Les études sur lesquelles ils se sont appuyés ont été menées au Canada, en Autriche, en Suisse et aux États-Unis, et montrent que "les étudiants de licence et de master ne connaissent pas les fonctions les plus avancées des applications qu'ils utilisent", citent Kirschner et De Brucyckere, en référant à l'article The digital learner at BCIT and implications for e-strategy. Les auteurs précisent que les usages technologiques devraient donner lieu à des enseignements spécifiques au sein de l'université, car par défaut, les étudiants ne savent pas se documenter en-dehors du recours classique à Wikipedia.
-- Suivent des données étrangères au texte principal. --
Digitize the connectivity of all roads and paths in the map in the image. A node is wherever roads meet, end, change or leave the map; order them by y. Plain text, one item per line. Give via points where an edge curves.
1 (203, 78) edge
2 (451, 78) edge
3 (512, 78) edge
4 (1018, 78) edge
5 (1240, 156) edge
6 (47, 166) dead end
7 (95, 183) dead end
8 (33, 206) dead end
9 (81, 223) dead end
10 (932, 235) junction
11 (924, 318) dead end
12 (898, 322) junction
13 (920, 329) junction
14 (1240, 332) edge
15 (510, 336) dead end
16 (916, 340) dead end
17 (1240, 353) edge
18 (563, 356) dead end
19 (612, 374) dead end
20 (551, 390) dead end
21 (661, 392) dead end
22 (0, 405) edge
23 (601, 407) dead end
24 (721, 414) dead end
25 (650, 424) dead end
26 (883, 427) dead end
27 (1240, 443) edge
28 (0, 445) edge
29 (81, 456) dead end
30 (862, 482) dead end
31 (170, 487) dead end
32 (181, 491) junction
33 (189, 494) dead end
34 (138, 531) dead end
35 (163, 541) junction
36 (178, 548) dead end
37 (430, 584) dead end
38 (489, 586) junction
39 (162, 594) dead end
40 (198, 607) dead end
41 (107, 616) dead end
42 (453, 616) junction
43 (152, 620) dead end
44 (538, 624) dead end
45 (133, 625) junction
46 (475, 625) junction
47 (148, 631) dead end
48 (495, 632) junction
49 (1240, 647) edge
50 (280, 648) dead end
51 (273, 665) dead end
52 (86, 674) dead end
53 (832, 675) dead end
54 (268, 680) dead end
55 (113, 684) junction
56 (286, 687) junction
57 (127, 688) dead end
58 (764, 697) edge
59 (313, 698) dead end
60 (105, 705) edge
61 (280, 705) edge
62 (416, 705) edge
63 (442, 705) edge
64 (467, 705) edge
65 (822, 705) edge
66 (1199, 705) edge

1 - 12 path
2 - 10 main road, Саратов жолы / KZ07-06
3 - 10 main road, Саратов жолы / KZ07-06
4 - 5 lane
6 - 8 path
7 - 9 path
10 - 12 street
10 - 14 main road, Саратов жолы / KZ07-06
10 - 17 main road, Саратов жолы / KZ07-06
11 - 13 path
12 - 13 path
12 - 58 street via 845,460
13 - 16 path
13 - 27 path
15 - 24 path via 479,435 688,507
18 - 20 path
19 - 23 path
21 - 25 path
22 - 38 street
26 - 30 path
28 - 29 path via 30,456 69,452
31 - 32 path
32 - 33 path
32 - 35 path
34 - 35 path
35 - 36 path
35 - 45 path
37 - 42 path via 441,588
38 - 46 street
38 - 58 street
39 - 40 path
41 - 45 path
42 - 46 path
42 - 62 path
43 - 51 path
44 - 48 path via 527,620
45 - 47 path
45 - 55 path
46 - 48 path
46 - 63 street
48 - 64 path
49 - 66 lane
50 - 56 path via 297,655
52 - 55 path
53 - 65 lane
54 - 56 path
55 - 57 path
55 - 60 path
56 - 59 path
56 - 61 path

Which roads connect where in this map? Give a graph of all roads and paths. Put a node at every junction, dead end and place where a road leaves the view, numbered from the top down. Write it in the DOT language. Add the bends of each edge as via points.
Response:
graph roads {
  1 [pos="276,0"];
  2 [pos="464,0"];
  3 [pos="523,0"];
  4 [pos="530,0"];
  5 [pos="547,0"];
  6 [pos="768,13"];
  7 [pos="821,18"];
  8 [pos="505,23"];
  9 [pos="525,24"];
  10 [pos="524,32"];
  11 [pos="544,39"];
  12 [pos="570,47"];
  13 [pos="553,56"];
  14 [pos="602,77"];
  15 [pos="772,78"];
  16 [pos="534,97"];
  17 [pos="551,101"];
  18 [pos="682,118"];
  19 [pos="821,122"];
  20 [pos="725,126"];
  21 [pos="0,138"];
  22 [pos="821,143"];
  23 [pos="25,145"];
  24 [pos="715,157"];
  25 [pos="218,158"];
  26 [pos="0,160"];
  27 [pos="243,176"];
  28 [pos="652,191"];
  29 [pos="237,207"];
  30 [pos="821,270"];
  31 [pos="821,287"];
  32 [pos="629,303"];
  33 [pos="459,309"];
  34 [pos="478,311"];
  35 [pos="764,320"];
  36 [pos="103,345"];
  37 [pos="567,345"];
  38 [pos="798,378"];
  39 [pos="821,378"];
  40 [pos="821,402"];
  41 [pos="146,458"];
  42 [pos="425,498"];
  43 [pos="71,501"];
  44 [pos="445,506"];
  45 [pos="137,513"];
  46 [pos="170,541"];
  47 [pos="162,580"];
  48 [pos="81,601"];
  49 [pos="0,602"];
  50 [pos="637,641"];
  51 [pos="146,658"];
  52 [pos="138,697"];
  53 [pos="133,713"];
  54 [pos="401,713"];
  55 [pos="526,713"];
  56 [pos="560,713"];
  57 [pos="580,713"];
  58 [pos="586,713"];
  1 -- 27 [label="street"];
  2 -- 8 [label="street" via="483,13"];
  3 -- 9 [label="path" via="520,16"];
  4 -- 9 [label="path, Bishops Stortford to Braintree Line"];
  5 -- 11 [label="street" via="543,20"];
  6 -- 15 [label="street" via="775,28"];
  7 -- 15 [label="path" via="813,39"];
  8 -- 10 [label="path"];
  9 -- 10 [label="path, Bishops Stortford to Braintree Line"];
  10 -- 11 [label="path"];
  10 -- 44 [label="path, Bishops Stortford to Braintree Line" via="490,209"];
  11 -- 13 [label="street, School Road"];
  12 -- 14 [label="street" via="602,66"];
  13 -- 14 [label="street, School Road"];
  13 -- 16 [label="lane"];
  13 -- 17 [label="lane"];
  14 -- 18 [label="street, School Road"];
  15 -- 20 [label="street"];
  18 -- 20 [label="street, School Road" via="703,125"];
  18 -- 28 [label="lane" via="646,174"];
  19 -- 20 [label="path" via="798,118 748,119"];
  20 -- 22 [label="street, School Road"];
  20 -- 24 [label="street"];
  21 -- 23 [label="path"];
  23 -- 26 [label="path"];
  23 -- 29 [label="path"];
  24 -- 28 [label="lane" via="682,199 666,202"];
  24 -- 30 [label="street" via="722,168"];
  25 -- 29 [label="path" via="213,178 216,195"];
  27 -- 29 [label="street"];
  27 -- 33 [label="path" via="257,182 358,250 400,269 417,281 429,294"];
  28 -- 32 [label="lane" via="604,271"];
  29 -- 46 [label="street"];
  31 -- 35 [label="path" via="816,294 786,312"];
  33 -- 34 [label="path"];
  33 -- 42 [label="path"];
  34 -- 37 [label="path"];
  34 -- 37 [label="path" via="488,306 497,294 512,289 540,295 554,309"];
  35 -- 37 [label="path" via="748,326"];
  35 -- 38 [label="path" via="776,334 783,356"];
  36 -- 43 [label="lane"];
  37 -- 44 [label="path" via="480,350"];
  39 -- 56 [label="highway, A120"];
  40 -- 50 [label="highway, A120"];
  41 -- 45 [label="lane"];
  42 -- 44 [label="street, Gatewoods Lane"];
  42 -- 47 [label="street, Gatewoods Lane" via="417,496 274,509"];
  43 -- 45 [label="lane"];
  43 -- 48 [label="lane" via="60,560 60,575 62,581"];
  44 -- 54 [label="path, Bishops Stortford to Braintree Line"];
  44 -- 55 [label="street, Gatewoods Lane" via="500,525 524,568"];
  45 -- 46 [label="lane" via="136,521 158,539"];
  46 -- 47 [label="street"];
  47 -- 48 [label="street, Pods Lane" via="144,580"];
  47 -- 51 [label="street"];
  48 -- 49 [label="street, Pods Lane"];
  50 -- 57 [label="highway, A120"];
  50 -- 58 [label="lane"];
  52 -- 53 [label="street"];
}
Chez une population plus jeune (18-19 ans), le constat n'est pas plus brillant. Les chercheurs citent une étude de 2010 sur des étudiants en première année post-bac ; ceux-ci "utilisent une grande variété de technologies", mais sont avant tout intéressés par le divertissement et ne maitrisent pas les outils académiques numériques.

Avant de proclamer la mort du concept de digital native en sautillant allègrement sur son cadavre, examinons tout de même le contexte de la méta-étude de Kirschner et De Brucyckere : les deux chercheurs viennent des sciences de l'éducation. Ils ont donc étudié avant tout les technologies utilisées dans les écoles et les universités, car l'usage privé des technologies n'intéresse pas directement leur discipline. Par exemple, ils sont noté que les étudiants de première année de l'enseignement supérieur à Hong Kong ne s'intéressent pas à l'usage des technologies dans le cadre académique si l'on en croit leurs réponses aux questionnaires. Cependant, on ne leur a pas demandé si aimaient les tutoriels sur Youtube (pour apprendre à utiliser Unity, par exemple), où s'ils avaient eux-même développé des applications ou des sites webs.

Grâce aux plateformes Mooc, aux tutoriels, à la mise à disposition (frauduleuse) d'articles et d'ouvrages académiques, aux applis pédagogiques et au développement de la vulgarisation sur Internet, les perspectives d'auto-apprentissage n'ont jamais été aussi omniprésentes et aussi variées. Du moins, dans certaines parties du monde et pour certaines classes sociales.

Il n'en est pas moins que l'idée selon laquelle l'année de naissance d'une personne permettrait de déduire ses compétences cognitives et son habileté face aux technologies est complètement absurde, comme le montre cette méta-étude, entre autres.

Le mythe du digital native est d'ailleurs dangereux : "es étudiants qui ont du mal à utiliser les outils numériques se sentent humiliés devant les attentes des institutions académiques et des enseignants, qui prennent la maitrise des ordinateurs et des logiciels pour acquis," expliquent les chercheurs.

D'ailleurs, la fausse hypothèse selon laquelle les jeunes auraient des affinités particulières avec la technologie dans le sang a entrainé le développement d'approches pédagogiques superficielles basées sur l'introduction de gadgets numériques : fournir des tablettes à tous les élèves va-t-il régler comme par magie les troubles de l'apprentissage chez les jeunes ? Certainement pas. Aujourd'hui plus que jamais, les jeunes ont besoin qu'on leur apprenne à apprendre.